Posted Wednesday, December 6, 2006 at 10:56AM

06_dilemma.jpgThe good folks at Leite’s Culinaria have posted their list of the Best 20 Food Books of 2006. Topping the list is not a cookbook, but Michael Pollan’s The Omnivore’s Dilemma.

“If you haven’t read it, do yourself the favor. It’s one of the most important food books to come along in memory. In it Pollan traces four meals back to their natural roots: a McDonald’s lunch eaten on the go, a meal made with ingredients from Whole Foods, a chicken dinner cooked with foods from a small über-organic Virginia farm, and a banquet comprised of items Pollan foraged and hunted. You’ll be fascinated, horrified, awestruck, and think twice about the foods you put in your body. Plus we guarantee you’ll never look at corn the same way again.”

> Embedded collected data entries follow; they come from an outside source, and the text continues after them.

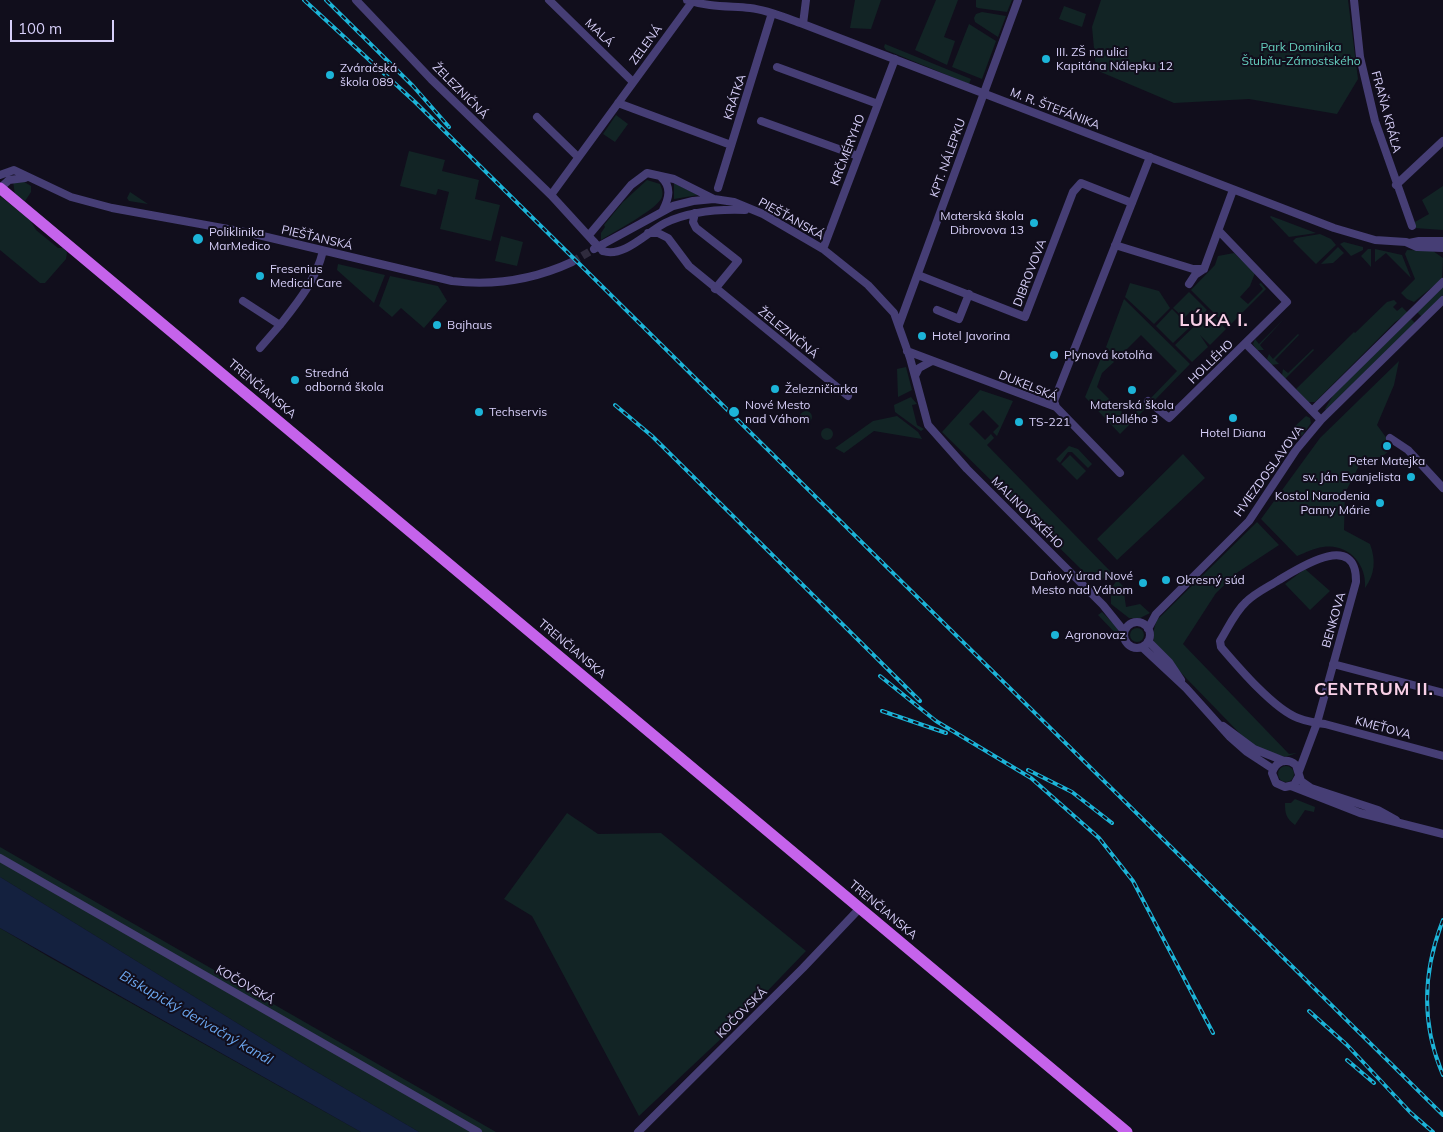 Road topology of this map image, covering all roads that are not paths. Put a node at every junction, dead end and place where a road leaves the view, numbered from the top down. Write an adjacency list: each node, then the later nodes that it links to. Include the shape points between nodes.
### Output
1 (356, 0): 29 (street, ŽELEZNIČNÁ, via 438,86)
2 (549, 0): 11 (street, MALÁ)
3 (806, 0): 8 (street)
4 (1018, 0): 12 (street, KPT. NÁLEPKU)
5 (1354, 0): 25 (street, FRAŇA KRÁĽA, via 1367,92)
6 (691, 1): 7 (street, M. R. ŠTEFÁNIKA, via 709,6 752,8); 11 (street, ZELENÁ)
7 (772, 14): 8 (street, M. R. ŠTEFÁNIKA); 18 (street, KRÁTKA)
8 (803, 24): 9 (street, M. R. ŠTEFÁNIKA)
9 (895, 59): 12 (street, M. R. ŠTEFÁNIKA); 14 (street, KRČMÉRYHO)
10 (777, 67): 14 (street)
11 (634, 82): 13 (street, ZELENÁ)
12 (982, 93): 21 (street, M. R. ŠTEFÁNIKA); 49 (street, KPT. NÁLEPKU)
13 (618, 103): 18 (street); 20 (street, ZELENÁ)
14 (878, 104): 19 (street, KRČMÉRYHO)
15 (537, 117): 20 (street)
16 (761, 121): 19 (street)
17 (1443, 141): 25 (street)
18 (731, 145): 27 (street, KRÁTKA)
19 (858, 156): 44 (street, KRČMÉRYHO)
20 (578, 157): 29 (street, ZELENÁ)
21 (1150, 158): 28 (street, M. R. ŠTEFÁNIKA); 31 (street)
22 (0, 175): 24 (street, PIEŠŤANSKÁ, via 14,170)
23 (661, 177): 30 (street, via 674,179); 33 (street, via 669,194); 39 (street, via 652,173 642,176)
24 (30, 179): 26 (street, via 17,177); 45 (street, PIEŠŤANSKÁ, via 71,197 112,208 250,233)
25 (1396, 184): 35 (street, FRAŇA KRÁĽA)
26 (0, 188): 96 (main road, TRENČIANSKA)
27 (718, 188)
28 (1232, 190): 36 (street); 40 (street, M. R. ŠTEFÁNIKA, via 1365,237)
29 (551, 195): 39 (street, ŽELEZNIČNÁ)
30 (714, 199): 32 (street, PIEŠŤANSKÁ, via 734,202); 33 (street, PIEŠŤANSKÁ, via 688,202)
31 (1132, 203): 41 (street); 53 (street, DIBROVOVA, via 1081,183 1073,192 1025,317)
32 (749, 209): 34 (street); 44 (street, PIEŠŤANSKÁ)
33 (663, 210): 39 (street, PIEŠŤANSKÁ)
34 (695, 213): 37 (street); 52 (street, via 693,222 696,228 738,261)
35 (1412, 226)
36 (1219, 231): 48 (street); 59 (street, HOLLÉHO, via 1287,302)
37 (648, 233): 39 (street, ŽELEZNIČNÁ, bridge, via 617,252 603,251); 52 (street, ŽELEZNIČNÁ, via 663,235 689,266)
38 (1443, 241): 40 (street, M. R. ŠTEFÁNIKA)
39 (592, 242)
40 (1409, 243): 42 (street, M. R. ŠTEFÁNIKA)
41 (1115, 245): 48 (street); 66 (street, via 1054,401)
42 (1433, 248): 43 (street, M. R. ŠTEFÁNIKA); 46 (street, M. R. ŠTEFÁNIKA)
43 (1443, 248)
44 (823, 249): 58 (street, PIEŠŤANSKÁ, via 880,297 894,313)
45 (323, 251): 47 (street, PIEŠŤANSKÁ, via 473,283 520,280); 57 (street, via 307,290)
46 (1443, 255)
47 (572, 262)
48 (1204, 270): 51 (street)
49 (918, 275): 53 (street, DIBROVOVA); 58 (street, KPT. NÁLEPKU)
50 (1443, 282): 67 (street)
51 (1189, 284)
52 (715, 289): 64 (street, ŽELEZNIČNÁ)
53 (969, 294): 56 (street, via 959,319)
54 (1443, 300): 68 (street, HVIEZDOSLAVOVA)
55 (243, 301): 57 (street)
56 (937, 310)
57 (280, 325): 60 (street)
58 (899, 325): 61 (street, PIEŠŤANSKÁ)
59 (1246, 344): 65 (street, HOLLÉHO, via 1169,418); 67 (street)
60 (260, 348)
61 (907, 351): 62 (street, DUKELSKÁ); 63 (street, PIEŠŤANSKÁ)
62 (932, 361): 63 (street, via 919,368); 66 (street, DUKELSKÁ)
63 (915, 376): 69 (street, PIEŠŤANSKÁ)
64 (848, 396)
65 (1148, 401)
66 (1056, 407): 71 (street, DUKELSKÁ)
67 (1312, 412): 68 (street)
68 (1323, 418): 75 (street, HVIEZDOSLAVOVA, via 1296,450 1249,521)
69 (928, 425): 74 (street, MALINOVSKÉHO, via 967,469)
70 (1390, 438): 72 (street, via 1408,450)
71 (1120, 473)
72 (1443, 488)
73 (1356, 582): 81 (street, BENKOVA); 84 (street, KMEŤOVA, via 1356,571 1346,558 1326,555 1312,560 1246,602 1220,641 1221,647 1269,698 1298,718)
74 (1111, 614): 76 (street, MALINOVSKÉHO); 78 (street, MALINOVSKÉHO)
75 (1156, 614): 76 (street, HVIEZDOSLAVOVA); 77 (street, HVIEZDOSLAVOVA)
76 (1136, 622): 77 (street); 78 (street)
77 (1148, 629): 79 (street)
78 (1124, 631): 80 (street, via 1128,645)
79 (1148, 641): 80 (street); 82 (street, via 1169,662)
80 (1142, 647): 82 (street)
81 (1334, 664): 83 (street, BENKOVA); 84 (street, BENKOVA)
82 (1186, 688): 85 (street)
83 (1443, 694)
84 (1317, 723): 86 (street, BENKOVA); 87 (street, KMEŤOVA)
85 (1221, 725): 88 (street, via 1254,749); 89 (street, via 1242,749)
86 (1305, 751): 88 (street, BENKOVA); 90 (street, BENKOVA)
87 (1443, 756)
88 (1287, 761): 89 (street, via 1278,763); 90 (street)
89 (1273, 769): 91 (street, via 1276,783 1282,787)
90 (1299, 774): 91 (street); 92 (street, via 1311,788 1378,810)
91 (1291, 786): 92 (street, via 1360,813)
92 (1396, 820): 94 (street)
93 (1443, 824): 94 (street)
94 (1441, 833)
95 (0, 858): 97 (street, KOČOVSKÁ)
96 (860, 908): 98 (street, KOČOVSKÁ); 99 (main road, TRENČIANSKA)
97 (478, 1132)
98 (638, 1132)
99 (1127, 1132) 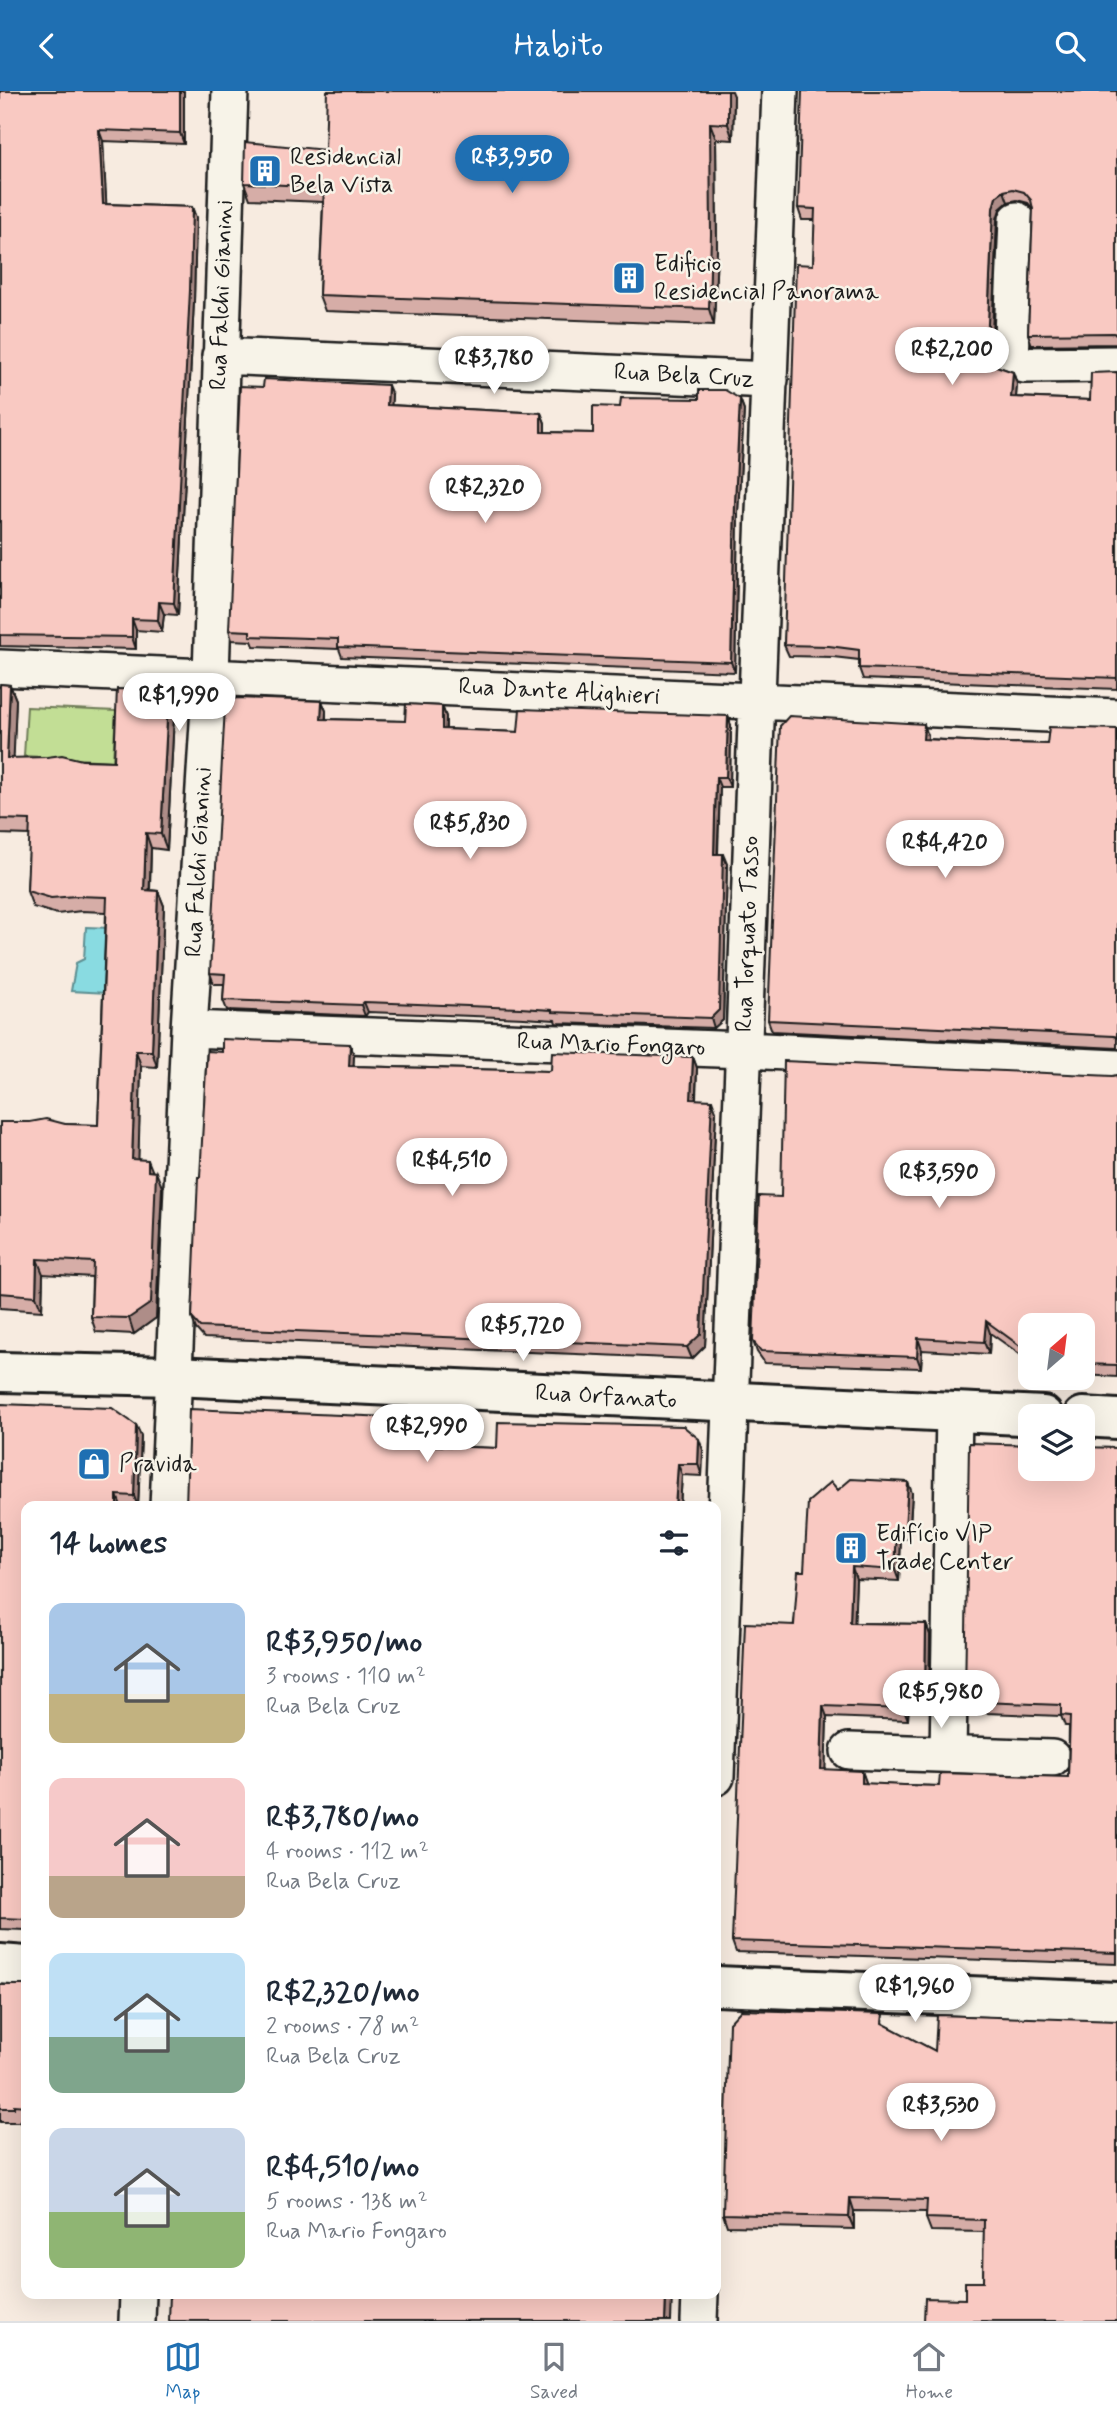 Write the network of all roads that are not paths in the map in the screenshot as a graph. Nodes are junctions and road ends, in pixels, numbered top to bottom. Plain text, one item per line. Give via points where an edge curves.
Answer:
1 (230, 91) edge
2 (780, 91) edge
3 (1017, 220) dead end
4 (220, 356) junction
5 (1117, 364) edge
6 (770, 380) junction
7 (0, 668) edge
8 (211, 675) junction
9 (758, 701) junction
10 (1117, 717) edge
11 (189, 1029) junction
12 (744, 1050) junction
13 (1117, 1068) edge
14 (0, 1372) edge
15 (174, 1376) junction
16 (728, 1402) junction
17 (954, 1412) junction
18 (1018, 1415) edge
19 (1095, 1418) edge
20 (1117, 1419) edge
21 (168, 1501) edge
22 (721, 1621) edge
23 (849, 1751) dead end
24 (948, 1753) junction
25 (1052, 1758) dead end
26 (0, 1964) edge
27 (21, 1966) edge
28 (721, 1986) edge
29 (1117, 2002) edge
30 (138, 2299) edge
31 (700, 2299) edge
32 (137, 2321) edge
33 (699, 2321) edge

1 - 4 street, Rua Falchi Gianini
2 - 6 street, Rua Torquato Tasso
3 - 5 street via 1013,362
4 - 6 street, Rua Bela Cruz
4 - 8 street, Rua Falchi Gianini
6 - 9 street, Rua Torquato Tasso
7 - 8 street, Rua Dante Alighieri
8 - 9 street, Rua Dante Alighieri
8 - 11 street, Rua Falchi Gianini
9 - 10 street, Rua Dante Alighieri
9 - 12 street, Rua Torquato Tasso
11 - 12 street, Rua Mario Fongaro
11 - 15 street, Rua Falchi Gianini
12 - 13 street, Rua Mario Fongaro
12 - 16 street, Rua Torquato Tasso
14 - 15 main road, Rua Orfanato
15 - 16 main road, Rua Orfanato
15 - 21 street, Rua Falchi Gianini
16 - 17 main road, Rua Orfanato
16 - 22 street, Rua Torquato Tasso
17 - 18 main road, Rua Orfanato
17 - 24 street
19 - 20 main road
23 - 24 street
24 - 25 street
26 - 27 main road
28 - 29 main road
30 - 32 street
31 - 33 street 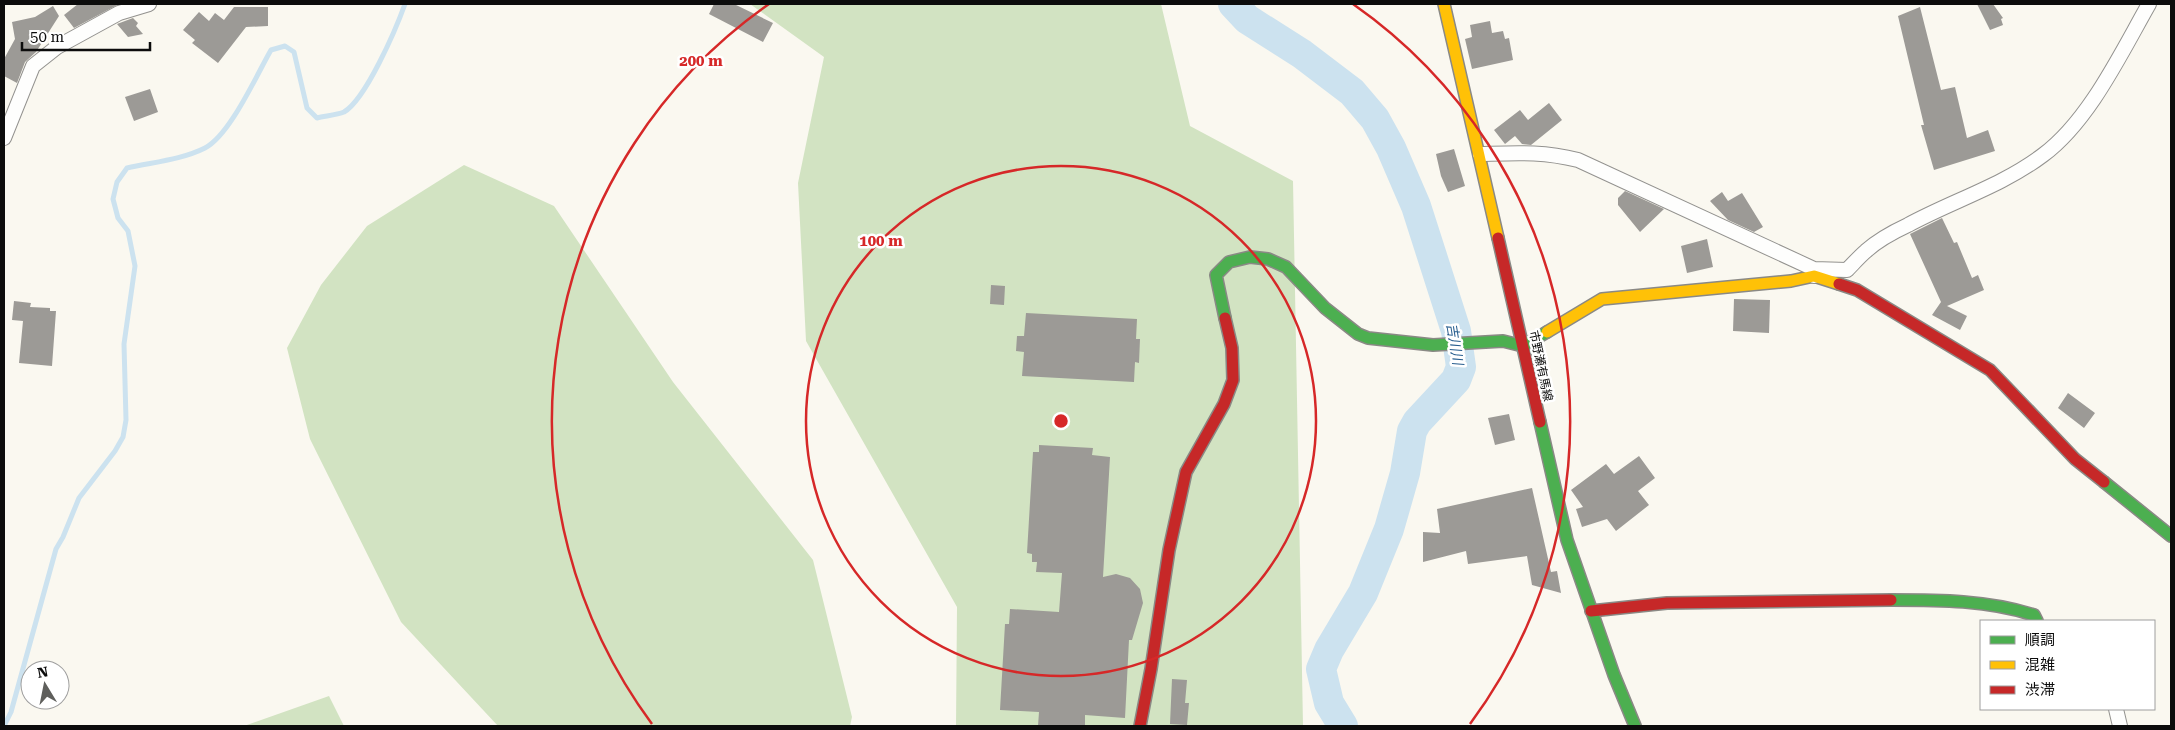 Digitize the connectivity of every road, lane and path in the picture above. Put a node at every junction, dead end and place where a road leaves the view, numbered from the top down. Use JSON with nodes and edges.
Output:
{"nodes":[{"id":1,"x":149,"y":4,"type":"edge"},
{"id":2,"x":1444,"y":4,"type":"edge"},
{"id":3,"x":2149,"y":4,"type":"edge"},
{"id":4,"x":4,"y":138,"type":"edge"},
{"id":5,"x":1480,"y":154,"type":"junction"},
{"id":6,"x":1814,"y":272,"type":"junction"},
{"id":7,"x":1523,"y":346,"type":"junction"},
{"id":8,"x":2171,"y":536,"type":"edge"},
{"id":9,"x":1591,"y":611,"type":"junction"},
{"id":10,"x":2036,"y":620,"type":"edge"},
{"id":11,"x":2116,"y":710,"type":"edge"},
{"id":12,"x":1140,"y":726,"type":"edge"},
{"id":13,"x":1635,"y":726,"type":"edge"},
{"id":14,"x":2120,"y":726,"type":"edge"}],
"edges":[{"from":1,"to":4,"type":"street"},
{"from":2,"to":5,"type":"street","name":"市野瀬有馬線"},
{"from":3,"to":6,"type":"street"},
{"from":5,"to":6,"type":"street"},
{"from":5,"to":7,"type":"street","name":"市野瀬有馬線"},
{"from":6,"to":7,"type":"street"},
{"from":6,"to":8,"type":"street"},
{"from":7,"to":9,"type":"street","name":"市野瀬有馬線"},
{"from":7,"to":12,"type":"street"},
{"from":9,"to":10,"type":"street"},
{"from":9,"to":13,"type":"street","name":"市野瀬有馬線"},
{"from":11,"to":14,"type":"street"}]}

I’m inclined to agree with their nomination; after all, I included it in the Culinary Lit gift guide. Pollan’s book is not only important and extremely edifying, but an outright enjoyable read. It will force you to see everything you eat in a new light. It will make you long for a pastoral farm where happy animals produce healthful food. And it will probably squelch any fantasies you’ve had about boar hunting. In any case, it will absolutely change the way you eat, or at least what you know about what you eat.